George, who at that time was modest and bashful, blushed and drew them up on to the chair. On the dog’s displaying a desire to follow them, George moved up on to the table, and squatted there in the middle, nursing his knees. George’s legs being lost to him, the dog appeared inclined to console himself with mine. I went and sat beside George on the table.

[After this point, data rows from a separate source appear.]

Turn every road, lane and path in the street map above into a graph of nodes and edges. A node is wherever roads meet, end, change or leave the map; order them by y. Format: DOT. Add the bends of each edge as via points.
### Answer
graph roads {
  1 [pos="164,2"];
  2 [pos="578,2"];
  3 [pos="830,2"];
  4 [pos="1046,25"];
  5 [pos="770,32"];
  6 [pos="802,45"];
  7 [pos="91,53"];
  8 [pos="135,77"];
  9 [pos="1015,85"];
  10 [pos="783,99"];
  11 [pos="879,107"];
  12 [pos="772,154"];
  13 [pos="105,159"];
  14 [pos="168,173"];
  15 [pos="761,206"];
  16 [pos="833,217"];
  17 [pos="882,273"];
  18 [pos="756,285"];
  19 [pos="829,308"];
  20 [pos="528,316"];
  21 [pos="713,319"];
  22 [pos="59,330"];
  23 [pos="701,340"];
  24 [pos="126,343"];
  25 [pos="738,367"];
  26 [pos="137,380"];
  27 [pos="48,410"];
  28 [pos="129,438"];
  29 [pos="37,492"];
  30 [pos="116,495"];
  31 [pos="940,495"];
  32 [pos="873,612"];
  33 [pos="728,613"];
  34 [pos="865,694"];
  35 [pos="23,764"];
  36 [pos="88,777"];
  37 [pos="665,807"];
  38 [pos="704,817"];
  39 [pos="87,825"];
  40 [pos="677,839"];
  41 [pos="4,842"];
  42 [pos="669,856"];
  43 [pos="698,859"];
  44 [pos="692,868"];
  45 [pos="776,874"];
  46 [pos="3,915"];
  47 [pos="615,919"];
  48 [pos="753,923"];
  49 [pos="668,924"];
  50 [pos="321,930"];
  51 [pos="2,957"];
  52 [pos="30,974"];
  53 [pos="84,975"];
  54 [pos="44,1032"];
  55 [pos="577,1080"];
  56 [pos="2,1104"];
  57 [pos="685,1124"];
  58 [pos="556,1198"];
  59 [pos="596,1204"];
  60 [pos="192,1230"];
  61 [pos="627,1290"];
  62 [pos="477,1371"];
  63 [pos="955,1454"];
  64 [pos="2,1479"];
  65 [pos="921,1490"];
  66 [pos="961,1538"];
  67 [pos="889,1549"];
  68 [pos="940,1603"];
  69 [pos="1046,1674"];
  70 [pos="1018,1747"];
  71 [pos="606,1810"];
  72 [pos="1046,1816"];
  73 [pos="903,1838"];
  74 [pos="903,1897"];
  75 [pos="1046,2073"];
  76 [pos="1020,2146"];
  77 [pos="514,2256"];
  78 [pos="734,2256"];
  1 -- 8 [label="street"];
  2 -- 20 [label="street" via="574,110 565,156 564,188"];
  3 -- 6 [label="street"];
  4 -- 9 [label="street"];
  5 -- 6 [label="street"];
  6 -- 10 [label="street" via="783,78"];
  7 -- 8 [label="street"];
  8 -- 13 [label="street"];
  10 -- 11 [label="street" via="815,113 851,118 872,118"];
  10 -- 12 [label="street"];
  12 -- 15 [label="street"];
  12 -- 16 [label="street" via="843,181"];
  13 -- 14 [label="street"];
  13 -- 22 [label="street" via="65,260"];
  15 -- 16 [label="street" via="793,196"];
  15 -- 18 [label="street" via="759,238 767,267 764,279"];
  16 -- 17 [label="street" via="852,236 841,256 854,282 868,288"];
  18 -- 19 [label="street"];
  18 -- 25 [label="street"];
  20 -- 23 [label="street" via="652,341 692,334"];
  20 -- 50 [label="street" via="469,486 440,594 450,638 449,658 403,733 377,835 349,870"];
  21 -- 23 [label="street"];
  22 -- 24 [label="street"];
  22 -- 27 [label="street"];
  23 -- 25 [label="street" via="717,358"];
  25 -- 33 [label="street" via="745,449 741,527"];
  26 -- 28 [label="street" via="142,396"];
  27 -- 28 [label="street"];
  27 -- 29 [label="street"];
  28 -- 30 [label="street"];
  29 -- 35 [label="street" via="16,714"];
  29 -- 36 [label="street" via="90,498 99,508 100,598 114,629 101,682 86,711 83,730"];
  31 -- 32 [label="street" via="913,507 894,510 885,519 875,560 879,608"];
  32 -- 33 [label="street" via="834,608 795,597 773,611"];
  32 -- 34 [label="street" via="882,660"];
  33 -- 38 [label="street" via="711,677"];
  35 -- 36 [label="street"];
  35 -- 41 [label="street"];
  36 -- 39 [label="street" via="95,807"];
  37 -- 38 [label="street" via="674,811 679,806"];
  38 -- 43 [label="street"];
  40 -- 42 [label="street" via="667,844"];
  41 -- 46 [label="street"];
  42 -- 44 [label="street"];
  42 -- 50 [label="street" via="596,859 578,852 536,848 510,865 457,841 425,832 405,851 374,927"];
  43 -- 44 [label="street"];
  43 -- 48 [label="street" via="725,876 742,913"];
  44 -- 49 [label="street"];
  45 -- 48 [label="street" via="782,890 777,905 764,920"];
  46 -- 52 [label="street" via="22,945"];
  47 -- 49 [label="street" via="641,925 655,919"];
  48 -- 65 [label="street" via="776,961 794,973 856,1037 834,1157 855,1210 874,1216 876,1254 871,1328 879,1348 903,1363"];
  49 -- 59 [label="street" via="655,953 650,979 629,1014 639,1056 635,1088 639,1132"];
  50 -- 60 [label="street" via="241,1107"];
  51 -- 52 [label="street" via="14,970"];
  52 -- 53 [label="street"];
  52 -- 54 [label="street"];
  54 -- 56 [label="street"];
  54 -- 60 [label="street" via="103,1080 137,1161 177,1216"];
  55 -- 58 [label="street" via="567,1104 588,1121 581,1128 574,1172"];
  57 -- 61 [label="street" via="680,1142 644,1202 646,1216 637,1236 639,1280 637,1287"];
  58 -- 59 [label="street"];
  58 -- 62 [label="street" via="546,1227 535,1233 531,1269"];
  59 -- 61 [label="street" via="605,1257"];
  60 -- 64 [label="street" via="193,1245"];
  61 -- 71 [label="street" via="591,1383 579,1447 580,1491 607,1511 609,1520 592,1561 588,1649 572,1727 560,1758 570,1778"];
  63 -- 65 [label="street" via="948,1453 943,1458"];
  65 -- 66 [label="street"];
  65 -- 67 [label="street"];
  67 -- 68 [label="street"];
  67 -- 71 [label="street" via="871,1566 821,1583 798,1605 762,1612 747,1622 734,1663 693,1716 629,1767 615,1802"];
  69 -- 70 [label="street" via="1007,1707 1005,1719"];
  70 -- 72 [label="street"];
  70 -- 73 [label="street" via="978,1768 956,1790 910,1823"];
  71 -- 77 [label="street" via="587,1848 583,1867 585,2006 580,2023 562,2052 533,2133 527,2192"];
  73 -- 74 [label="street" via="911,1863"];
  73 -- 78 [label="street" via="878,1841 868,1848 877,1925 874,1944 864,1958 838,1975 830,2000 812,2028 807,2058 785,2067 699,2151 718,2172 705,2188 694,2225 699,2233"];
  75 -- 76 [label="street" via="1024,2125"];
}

Sitting with your feet drawn up in front of you, on a small and rickety one-legged table, is a most trying exercise, especially if you are not used to it. George and I both felt our position keenly. We did not like to call out for help, and bring the family down. We were proud young men, and we feared lest, to the unsympathetic eye of the comparative stranger, the spectacle we should present might not prove imposing.
We sat on in silence for about half an hour, the dog keeping a reproachful eye upon us from the nearest chair, and displaying elephantine delight whenever we made any movement suggestive of climbing down.
At the end of the half hour we discussed the advisability of “chancing it,” but decided not to. “We should never,” George said, “confound foolhardiness with courage.”
“Courage,” he continued — George had quite a gift for maxims—”courage is the wisdom of manhood; foolhardiness, the folly of youth.”
He said that to get down from the table while that dog remained in the room, would clearly prove us to be possessed of the latter quality; so we restrained ourselves, and sat on.
We sat on for over an hour, by which time, having both grown careless of life and indifferent to the voice of Wisdom, we did “chance it;” and throwing the table-cloth over our would-be murderer, charged for the door and got out.